I am sure there are plenty of other examples of seclusion as a spiritual practice, and I am sure that some of you have practiced it, but is this relevant to dealing with restrictions imposed by the pandemic? While Nelson Mandela thrived on his 27 years in prison, there are many more examples of solitary confinement destroying people. Much has been made during the pandemic of the negative effects of social isolation—perhaps a more apt description of seclusion.
Better To Light A Candle
We all have a responsibility to take care with advice we receive. There is clearly the need to pass by harmful misinformation, but there is also a need to think carefully with honest well meaning advice. There is a danger it becomes a wariness against taking almost any advice, a great temptation in these times of confusion.
Virgil coined the phrase
beware of Greeks bearing gifts about the Trojan Horse left at the gates of Troy. The Trojans thought the Greeks had left a parting gift because they had given up and sailed home. They took it within their walls not knowing it was filled with armed soldiers who would destroy their city. Applying this means that you, the reader, is automatically suspicious of any advice given and that I, the writer, have the responsibility to show I am giving good advice. I find that responsibility hard to fulfil.
The hard thing about getting advice is, as humans, we have a tendency to ignore and discredit advice we don’t like, while heavily weighing advice we do like. The dangers of this approach are that we still don’t know what to do and end up just doing what we want.

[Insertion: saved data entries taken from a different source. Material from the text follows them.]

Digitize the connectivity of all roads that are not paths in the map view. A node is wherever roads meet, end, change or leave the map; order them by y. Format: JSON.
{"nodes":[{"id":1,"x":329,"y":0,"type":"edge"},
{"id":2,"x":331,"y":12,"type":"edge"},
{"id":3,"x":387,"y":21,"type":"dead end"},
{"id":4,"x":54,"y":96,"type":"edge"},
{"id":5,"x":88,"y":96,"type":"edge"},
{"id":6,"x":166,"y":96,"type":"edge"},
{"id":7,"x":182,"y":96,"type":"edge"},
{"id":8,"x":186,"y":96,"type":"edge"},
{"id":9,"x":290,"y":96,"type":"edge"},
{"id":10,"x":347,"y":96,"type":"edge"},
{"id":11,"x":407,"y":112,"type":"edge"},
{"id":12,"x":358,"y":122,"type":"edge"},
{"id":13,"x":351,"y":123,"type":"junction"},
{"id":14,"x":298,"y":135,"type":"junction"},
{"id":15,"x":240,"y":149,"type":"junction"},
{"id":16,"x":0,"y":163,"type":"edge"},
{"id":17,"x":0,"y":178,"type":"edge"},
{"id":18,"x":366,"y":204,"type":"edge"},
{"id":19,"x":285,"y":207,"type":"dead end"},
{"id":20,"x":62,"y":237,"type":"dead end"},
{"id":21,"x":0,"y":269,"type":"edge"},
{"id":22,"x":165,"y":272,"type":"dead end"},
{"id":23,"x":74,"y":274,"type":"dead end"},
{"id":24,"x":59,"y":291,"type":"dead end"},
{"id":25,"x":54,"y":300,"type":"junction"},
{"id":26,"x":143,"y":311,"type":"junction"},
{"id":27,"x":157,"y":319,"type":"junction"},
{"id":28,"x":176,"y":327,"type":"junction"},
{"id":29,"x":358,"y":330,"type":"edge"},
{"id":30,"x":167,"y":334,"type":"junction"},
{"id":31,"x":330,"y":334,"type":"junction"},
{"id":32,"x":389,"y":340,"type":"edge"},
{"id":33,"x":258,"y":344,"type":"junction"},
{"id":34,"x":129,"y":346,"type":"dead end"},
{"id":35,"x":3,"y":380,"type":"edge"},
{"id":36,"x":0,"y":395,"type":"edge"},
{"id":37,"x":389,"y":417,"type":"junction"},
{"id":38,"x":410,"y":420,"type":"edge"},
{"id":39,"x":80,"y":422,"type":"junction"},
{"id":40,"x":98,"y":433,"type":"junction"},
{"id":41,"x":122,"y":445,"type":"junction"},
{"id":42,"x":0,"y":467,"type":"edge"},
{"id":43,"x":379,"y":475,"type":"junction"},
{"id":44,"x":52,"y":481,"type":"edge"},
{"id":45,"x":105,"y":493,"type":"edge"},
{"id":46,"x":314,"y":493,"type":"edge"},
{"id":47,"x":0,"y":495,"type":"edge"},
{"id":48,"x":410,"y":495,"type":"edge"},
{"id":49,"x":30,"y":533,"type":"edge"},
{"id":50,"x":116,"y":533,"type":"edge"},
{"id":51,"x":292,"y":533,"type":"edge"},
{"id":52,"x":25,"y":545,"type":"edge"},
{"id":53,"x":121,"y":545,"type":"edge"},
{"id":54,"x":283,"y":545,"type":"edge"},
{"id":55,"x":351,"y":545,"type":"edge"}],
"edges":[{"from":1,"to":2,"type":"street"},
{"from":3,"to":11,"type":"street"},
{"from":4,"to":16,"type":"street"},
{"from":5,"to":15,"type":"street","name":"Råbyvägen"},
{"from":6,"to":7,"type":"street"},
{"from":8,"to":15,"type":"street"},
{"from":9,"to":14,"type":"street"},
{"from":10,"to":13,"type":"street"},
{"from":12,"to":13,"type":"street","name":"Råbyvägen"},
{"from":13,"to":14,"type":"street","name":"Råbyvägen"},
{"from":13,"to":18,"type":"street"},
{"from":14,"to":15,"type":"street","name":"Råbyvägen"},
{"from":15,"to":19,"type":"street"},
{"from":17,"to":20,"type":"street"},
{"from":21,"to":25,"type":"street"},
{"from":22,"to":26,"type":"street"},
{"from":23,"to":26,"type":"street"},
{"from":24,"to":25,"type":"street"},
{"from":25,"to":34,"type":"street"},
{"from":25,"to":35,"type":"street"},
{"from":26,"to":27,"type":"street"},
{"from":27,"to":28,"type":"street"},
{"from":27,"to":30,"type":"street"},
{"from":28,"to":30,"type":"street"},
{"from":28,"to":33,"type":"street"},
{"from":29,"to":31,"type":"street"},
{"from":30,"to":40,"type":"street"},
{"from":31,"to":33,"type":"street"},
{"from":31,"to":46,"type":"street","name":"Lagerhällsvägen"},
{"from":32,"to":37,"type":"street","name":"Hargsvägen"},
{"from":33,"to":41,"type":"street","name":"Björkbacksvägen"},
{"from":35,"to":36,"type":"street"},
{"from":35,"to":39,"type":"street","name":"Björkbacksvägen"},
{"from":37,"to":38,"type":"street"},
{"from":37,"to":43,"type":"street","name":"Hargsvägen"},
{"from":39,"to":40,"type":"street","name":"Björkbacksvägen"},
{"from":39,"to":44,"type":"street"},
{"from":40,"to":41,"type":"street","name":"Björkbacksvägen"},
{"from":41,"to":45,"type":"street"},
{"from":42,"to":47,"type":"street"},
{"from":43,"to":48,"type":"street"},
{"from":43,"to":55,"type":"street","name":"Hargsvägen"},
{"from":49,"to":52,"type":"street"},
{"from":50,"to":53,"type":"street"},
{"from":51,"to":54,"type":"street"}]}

There is a difference between expressing opinion and giving advice. As a writer I need to be clear when I am expressing an opinion rather than giving direct advice. Do you as the reader, though, have to be critical of what people are writing, can you not just trust your own responsibility for yourself. If you could trust everyone who writes on the internet there would be no issue, but this is clearly not possible. So do you just mistrust people and end up just doing what you want? That seems to be what many people today mean when they say, "Do your research!"

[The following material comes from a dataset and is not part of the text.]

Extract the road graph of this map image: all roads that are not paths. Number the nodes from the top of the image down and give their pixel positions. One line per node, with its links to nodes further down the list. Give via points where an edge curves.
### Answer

Is there another way? Could people not start with an open view and receive advice gratefully? Everyone has their agenda, could people not just accept that and look behind it? Comment on what people say and express their own opinions, but refrain from criticising people themselves.
Better to light a candle than curse the darkness.
Wherever this saying comes from, it sets out an important idea. Instead of pushing things away and complaining could we not expose the truth as we see it? This is to be open and honest not closed and fearful.
Should this not be our approach? Look at what people say, how people think, what advice they give. Think about it, talk about it and expose what is there. Be forthright and honest, but don’t complain and criticise.
Nick Cave, the musician, said,
An artist’s duty is […] to stay open-minded and in a state where he can receive information and inspiration. You always have to be ready for that little artistic Epiphany.
Going back to Thoreau, he said in Walden,
If a man does not keep pace with his companions, perhaps it is because he hears a different drummer. Let him step to the music which he hears, however measured or far away. By doing so, men may find happiness and self-fulfilment.
But just maybe, like me, you have found this period of seclusion a welcome introduction to a deepening of your spiritual life, or maybe it has just been an annoyance. I suspect that how this has affected you says more about you than about the pandemic.